Collected data
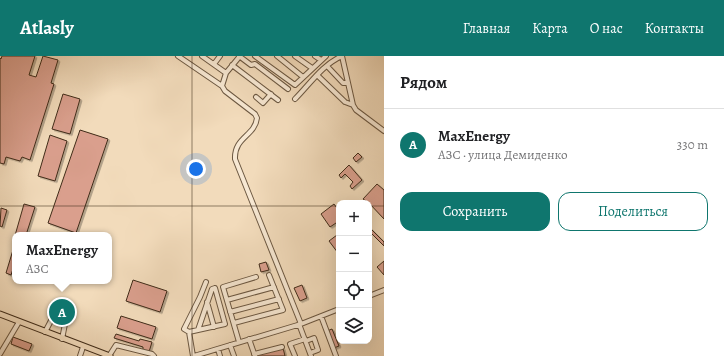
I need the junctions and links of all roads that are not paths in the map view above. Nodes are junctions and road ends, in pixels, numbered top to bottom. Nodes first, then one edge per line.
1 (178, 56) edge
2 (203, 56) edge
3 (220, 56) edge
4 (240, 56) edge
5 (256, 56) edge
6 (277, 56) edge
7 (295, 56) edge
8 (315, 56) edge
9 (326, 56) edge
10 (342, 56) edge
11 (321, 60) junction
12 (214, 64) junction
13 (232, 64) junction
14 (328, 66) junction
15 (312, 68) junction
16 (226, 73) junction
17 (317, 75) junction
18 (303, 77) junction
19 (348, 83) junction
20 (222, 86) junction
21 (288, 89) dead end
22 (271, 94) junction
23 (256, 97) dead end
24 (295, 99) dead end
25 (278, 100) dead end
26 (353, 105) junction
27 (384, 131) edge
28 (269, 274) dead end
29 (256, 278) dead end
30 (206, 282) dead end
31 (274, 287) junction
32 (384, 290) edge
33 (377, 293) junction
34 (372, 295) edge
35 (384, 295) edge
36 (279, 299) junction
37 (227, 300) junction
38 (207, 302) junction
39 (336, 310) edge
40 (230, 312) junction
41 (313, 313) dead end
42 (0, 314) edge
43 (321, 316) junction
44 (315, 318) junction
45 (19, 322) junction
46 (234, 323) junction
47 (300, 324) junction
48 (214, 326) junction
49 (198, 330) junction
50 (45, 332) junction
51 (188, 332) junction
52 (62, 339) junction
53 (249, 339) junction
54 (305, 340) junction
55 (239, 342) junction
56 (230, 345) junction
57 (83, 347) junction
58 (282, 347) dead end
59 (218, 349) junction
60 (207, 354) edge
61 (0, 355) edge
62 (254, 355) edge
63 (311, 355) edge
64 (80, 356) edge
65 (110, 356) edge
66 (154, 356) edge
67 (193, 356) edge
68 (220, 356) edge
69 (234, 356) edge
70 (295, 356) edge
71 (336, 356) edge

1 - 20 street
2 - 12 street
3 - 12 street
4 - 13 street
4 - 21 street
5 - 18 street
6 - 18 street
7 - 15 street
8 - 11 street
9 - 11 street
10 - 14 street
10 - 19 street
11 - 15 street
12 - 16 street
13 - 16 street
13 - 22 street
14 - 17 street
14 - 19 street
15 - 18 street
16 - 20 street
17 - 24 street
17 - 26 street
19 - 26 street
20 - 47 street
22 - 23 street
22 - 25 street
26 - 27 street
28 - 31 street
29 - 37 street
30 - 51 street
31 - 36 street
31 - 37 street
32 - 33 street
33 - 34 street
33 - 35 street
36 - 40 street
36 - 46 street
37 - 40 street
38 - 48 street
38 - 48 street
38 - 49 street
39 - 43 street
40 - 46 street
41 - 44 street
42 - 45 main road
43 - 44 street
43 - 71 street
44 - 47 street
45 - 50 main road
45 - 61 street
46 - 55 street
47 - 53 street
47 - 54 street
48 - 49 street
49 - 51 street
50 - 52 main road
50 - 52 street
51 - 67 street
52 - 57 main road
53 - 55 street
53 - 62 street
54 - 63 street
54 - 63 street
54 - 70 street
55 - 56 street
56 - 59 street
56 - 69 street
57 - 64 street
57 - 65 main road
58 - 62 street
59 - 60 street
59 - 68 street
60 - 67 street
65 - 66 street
==
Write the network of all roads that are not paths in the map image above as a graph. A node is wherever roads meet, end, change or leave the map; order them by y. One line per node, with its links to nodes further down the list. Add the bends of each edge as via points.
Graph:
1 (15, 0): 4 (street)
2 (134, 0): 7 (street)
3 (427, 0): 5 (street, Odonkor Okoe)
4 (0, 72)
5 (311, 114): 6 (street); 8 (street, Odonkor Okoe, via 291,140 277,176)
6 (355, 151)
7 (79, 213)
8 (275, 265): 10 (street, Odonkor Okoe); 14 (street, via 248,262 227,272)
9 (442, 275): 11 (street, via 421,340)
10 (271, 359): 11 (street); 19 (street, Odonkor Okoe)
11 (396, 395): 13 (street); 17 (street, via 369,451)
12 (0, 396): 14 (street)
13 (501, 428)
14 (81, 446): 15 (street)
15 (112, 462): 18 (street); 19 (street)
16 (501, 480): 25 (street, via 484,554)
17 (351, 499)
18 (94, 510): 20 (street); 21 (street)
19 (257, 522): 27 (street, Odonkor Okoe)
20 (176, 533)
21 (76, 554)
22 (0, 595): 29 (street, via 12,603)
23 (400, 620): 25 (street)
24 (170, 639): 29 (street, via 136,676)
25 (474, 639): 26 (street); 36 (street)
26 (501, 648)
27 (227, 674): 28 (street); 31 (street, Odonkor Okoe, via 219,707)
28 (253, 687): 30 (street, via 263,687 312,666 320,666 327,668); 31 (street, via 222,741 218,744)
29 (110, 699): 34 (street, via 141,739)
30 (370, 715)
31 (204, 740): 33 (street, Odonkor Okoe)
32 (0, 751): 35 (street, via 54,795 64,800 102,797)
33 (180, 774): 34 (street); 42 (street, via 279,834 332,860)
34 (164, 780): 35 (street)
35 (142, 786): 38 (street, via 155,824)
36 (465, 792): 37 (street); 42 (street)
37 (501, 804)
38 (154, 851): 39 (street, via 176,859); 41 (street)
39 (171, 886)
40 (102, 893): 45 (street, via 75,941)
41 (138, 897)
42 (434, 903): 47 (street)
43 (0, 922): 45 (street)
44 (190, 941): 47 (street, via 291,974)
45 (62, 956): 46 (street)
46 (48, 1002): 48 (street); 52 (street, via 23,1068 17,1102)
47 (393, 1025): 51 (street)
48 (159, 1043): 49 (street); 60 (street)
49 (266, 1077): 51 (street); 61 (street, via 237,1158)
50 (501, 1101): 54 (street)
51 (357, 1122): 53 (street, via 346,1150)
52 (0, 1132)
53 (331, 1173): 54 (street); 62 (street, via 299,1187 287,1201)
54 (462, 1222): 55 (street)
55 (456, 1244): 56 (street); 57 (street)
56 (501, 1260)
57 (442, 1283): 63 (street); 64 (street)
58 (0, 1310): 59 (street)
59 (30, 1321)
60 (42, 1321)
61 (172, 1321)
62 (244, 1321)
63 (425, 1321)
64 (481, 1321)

What is required – Copy every line of the entries in which "dead" can be found.

Problem solution –
21 (288, 89) dead end
23 (256, 97) dead end
24 (295, 99) dead end
25 (278, 100) dead end
28 (269, 274) dead end
29 (256, 278) dead end
30 (206, 282) dead end
41 (313, 313) dead end
58 (282, 347) dead end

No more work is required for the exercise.